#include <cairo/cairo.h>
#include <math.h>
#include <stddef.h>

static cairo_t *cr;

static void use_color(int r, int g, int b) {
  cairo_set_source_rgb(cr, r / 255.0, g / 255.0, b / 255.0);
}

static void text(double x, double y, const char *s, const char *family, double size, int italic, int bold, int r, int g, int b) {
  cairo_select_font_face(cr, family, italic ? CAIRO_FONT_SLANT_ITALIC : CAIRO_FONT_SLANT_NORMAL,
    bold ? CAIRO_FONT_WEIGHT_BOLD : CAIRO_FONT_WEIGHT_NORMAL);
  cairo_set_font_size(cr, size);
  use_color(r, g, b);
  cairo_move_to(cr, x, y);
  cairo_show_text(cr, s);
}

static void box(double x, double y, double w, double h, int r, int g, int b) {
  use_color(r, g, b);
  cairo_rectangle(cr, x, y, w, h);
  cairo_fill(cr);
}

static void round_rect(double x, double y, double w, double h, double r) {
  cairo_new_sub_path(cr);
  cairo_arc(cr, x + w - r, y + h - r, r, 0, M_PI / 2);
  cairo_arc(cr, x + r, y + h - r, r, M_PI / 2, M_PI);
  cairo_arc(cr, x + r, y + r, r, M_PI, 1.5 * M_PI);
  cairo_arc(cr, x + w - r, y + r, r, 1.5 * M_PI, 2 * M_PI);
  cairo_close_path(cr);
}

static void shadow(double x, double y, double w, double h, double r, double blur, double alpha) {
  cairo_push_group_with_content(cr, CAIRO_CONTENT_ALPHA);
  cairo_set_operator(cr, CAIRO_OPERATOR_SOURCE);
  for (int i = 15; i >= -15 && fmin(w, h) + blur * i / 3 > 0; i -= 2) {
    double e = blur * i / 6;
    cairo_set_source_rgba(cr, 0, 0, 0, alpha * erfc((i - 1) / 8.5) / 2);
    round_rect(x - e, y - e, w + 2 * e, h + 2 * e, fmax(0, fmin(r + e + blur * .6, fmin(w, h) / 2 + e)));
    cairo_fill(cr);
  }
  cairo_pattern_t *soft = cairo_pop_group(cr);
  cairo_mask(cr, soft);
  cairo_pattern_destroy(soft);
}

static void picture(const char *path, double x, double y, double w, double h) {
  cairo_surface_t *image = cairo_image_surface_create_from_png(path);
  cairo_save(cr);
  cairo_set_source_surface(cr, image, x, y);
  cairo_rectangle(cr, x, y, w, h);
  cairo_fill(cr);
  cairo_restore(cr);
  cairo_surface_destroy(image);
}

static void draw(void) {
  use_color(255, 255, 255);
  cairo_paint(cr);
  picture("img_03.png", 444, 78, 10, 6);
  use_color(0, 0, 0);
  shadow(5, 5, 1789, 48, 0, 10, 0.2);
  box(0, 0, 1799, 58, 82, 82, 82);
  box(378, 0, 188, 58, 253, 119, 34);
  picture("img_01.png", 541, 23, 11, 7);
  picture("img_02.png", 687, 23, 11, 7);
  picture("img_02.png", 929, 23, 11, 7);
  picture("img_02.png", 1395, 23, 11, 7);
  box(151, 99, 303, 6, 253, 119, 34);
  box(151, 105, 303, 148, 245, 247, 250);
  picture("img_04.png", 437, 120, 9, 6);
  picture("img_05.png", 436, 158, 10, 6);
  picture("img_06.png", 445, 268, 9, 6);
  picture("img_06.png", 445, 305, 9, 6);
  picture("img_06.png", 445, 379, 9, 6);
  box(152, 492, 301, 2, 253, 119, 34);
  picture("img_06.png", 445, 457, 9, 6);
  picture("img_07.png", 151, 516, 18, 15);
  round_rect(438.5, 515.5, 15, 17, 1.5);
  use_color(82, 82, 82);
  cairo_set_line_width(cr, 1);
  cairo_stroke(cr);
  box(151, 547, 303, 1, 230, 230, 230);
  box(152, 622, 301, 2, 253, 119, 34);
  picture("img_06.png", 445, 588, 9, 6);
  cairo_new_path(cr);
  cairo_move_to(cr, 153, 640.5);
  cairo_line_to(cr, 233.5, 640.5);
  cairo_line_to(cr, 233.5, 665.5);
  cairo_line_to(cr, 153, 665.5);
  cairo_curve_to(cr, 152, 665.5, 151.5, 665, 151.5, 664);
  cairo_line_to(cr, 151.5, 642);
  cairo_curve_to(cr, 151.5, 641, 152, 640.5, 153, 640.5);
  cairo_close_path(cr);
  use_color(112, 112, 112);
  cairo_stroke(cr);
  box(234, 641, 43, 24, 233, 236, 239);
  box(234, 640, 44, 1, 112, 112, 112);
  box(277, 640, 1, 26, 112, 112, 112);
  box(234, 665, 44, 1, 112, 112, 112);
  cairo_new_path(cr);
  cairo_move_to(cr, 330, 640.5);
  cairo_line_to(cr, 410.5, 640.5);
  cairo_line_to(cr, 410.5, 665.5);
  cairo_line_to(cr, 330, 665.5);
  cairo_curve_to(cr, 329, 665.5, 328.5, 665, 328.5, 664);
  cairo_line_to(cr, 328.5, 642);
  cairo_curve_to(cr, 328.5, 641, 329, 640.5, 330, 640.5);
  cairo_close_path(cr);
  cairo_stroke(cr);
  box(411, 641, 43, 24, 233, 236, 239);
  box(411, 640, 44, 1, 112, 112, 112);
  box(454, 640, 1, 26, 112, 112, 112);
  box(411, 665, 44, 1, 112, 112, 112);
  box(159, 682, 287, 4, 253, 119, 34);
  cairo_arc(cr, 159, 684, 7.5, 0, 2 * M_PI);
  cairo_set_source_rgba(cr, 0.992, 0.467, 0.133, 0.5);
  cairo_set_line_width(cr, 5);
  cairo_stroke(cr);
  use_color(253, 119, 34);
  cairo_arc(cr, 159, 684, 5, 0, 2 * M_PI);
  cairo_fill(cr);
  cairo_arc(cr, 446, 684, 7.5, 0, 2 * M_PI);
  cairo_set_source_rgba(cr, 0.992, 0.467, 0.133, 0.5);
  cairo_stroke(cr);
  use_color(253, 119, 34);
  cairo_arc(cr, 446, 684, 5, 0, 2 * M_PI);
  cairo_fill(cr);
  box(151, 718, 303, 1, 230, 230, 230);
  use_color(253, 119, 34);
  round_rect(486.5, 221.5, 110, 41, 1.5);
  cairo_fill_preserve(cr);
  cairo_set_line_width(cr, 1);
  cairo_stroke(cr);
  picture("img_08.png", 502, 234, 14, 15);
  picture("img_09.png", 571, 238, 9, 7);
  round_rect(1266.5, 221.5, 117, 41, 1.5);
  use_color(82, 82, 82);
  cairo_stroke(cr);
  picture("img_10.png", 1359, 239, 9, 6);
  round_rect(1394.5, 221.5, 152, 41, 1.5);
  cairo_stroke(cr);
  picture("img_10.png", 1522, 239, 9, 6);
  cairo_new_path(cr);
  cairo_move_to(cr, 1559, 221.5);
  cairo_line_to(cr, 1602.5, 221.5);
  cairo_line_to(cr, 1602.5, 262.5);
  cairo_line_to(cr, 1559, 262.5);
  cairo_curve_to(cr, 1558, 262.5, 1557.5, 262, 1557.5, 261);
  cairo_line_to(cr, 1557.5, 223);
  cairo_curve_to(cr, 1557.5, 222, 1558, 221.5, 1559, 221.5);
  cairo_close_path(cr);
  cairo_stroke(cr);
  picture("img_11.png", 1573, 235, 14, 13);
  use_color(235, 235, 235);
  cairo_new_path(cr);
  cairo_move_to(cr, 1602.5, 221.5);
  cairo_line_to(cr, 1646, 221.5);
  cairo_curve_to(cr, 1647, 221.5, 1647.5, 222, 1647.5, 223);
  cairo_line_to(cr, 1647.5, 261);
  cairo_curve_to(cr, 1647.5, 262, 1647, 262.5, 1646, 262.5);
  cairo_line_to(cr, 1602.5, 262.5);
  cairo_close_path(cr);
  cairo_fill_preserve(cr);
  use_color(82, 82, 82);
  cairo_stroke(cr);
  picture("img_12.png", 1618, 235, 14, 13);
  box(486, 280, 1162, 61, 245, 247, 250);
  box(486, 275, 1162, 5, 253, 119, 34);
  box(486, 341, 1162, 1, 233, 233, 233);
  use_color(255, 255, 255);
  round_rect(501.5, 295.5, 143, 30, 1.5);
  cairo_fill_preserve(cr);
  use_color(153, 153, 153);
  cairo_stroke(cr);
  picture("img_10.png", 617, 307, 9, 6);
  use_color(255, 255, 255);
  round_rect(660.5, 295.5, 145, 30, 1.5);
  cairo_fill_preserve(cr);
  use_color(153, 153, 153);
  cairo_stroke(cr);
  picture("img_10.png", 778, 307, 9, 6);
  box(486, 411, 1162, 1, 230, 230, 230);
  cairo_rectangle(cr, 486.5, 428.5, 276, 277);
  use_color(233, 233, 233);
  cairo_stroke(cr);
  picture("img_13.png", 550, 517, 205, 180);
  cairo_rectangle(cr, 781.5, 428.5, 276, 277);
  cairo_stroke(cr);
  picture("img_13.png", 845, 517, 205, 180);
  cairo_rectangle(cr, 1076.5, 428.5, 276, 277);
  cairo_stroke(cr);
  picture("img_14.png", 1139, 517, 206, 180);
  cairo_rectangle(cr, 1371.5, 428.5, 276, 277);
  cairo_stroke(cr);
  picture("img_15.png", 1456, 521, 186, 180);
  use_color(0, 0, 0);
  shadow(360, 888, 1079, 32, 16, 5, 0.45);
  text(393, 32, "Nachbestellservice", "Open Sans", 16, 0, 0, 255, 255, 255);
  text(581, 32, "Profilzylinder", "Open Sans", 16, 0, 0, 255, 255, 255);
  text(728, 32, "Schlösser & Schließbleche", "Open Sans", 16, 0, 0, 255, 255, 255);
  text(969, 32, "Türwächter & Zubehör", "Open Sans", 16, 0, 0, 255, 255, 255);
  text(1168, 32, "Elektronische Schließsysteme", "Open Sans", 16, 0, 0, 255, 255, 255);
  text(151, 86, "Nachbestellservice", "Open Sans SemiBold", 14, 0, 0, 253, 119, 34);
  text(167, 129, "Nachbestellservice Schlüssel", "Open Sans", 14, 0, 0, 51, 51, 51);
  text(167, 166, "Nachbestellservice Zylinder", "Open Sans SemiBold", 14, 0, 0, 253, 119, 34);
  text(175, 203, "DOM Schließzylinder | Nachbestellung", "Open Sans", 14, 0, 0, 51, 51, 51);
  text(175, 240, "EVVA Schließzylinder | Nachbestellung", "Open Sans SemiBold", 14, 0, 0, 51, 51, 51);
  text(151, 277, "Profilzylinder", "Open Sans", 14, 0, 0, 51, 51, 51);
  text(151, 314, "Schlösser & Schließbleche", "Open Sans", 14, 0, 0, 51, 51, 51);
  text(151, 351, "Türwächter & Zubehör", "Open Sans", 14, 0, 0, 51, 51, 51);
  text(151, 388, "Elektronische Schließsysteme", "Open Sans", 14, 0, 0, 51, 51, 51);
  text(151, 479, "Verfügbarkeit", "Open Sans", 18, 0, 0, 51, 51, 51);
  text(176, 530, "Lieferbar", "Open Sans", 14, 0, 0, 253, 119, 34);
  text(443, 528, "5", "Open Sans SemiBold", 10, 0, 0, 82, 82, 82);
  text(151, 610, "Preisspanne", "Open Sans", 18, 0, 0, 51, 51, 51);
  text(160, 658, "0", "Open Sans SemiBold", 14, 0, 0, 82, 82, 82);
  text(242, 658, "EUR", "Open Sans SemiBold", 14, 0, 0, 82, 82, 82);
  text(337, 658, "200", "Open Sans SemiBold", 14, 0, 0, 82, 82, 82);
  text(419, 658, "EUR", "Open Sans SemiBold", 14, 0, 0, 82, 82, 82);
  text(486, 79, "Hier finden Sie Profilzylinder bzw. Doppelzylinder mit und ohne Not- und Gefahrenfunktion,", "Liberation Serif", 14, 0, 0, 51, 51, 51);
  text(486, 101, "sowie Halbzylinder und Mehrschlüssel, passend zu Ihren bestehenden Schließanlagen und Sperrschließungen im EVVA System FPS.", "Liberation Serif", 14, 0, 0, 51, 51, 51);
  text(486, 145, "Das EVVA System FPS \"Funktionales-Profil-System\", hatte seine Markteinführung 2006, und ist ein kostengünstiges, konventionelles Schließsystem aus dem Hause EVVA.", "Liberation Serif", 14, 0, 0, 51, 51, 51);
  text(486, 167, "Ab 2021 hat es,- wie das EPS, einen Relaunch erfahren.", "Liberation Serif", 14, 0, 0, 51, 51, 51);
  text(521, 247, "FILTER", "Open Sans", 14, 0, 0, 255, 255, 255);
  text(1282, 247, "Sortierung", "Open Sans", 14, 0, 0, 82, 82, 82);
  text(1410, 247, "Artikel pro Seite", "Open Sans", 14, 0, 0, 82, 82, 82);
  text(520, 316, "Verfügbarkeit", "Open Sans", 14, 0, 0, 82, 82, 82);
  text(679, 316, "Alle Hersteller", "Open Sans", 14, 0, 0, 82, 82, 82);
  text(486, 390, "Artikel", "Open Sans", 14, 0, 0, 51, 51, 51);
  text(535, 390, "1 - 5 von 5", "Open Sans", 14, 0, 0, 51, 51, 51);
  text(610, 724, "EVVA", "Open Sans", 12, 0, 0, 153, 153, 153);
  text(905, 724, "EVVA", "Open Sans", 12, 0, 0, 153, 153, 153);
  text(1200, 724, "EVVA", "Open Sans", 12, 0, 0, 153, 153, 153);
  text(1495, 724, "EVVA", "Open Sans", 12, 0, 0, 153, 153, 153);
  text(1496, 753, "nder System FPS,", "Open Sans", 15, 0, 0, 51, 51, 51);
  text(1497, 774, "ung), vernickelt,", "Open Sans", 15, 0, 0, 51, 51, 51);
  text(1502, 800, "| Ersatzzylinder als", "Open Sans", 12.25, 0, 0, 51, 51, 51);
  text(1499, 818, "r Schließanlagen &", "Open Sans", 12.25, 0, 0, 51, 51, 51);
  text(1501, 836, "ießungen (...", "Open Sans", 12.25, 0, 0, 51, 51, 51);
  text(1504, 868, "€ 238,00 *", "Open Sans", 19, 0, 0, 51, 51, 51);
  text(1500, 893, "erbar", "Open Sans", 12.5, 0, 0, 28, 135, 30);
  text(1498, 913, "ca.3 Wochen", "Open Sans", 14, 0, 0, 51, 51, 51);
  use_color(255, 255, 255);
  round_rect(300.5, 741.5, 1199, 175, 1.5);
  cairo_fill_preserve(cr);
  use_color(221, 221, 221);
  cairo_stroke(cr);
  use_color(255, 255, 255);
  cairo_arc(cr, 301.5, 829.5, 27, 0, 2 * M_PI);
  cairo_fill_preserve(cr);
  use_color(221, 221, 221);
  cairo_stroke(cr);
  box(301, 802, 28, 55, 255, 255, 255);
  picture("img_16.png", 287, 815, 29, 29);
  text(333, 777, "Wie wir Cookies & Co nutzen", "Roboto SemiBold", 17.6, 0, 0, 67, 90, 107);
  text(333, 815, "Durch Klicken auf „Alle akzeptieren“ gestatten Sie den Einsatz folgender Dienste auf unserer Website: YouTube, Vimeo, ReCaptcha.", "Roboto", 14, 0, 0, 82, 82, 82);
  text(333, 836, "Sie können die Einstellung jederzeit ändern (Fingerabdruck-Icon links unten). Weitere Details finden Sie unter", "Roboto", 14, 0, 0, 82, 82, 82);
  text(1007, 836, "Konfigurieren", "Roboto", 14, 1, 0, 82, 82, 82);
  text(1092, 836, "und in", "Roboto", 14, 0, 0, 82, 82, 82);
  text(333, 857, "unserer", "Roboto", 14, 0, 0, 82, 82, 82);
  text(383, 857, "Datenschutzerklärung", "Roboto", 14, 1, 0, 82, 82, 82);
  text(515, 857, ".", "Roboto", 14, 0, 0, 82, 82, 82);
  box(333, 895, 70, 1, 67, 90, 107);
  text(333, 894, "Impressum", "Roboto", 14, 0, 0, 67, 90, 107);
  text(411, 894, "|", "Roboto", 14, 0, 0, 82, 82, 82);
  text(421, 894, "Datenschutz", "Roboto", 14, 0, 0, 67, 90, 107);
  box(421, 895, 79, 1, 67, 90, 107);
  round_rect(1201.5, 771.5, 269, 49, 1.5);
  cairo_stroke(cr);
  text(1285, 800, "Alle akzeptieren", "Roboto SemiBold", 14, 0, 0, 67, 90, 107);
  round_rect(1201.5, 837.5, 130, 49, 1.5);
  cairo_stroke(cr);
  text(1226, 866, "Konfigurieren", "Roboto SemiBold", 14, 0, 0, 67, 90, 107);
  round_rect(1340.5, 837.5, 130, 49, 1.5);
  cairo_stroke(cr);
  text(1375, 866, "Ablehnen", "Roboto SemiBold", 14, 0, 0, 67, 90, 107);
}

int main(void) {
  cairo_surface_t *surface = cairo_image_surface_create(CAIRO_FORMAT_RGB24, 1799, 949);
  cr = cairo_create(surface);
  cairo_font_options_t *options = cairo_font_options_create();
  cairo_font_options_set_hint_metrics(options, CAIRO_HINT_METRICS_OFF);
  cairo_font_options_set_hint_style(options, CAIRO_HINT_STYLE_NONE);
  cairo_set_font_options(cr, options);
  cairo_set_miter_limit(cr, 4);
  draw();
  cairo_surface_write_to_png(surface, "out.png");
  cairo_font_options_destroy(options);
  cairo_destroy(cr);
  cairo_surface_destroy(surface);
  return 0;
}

---

HOW TO COMPLETE THIS TASK:
For this exercise, copy every line of the data that holds "double".

SOLUTION TO THIS TASK:
static void text(double x, double y, const char *s, const char *family, double size, int italic, int bold, int r, int g, int b) {
static void box(double x, double y, double w, double h, int r, int g, int b) {
static void round_rect(double x, double y, double w, double h, double r) {
static void shadow(double x, double y, double w, double h, double r, double blur, double alpha) {
    double e = blur * i / 6;
static void picture(const char *path, double x, double y, double w, double h) {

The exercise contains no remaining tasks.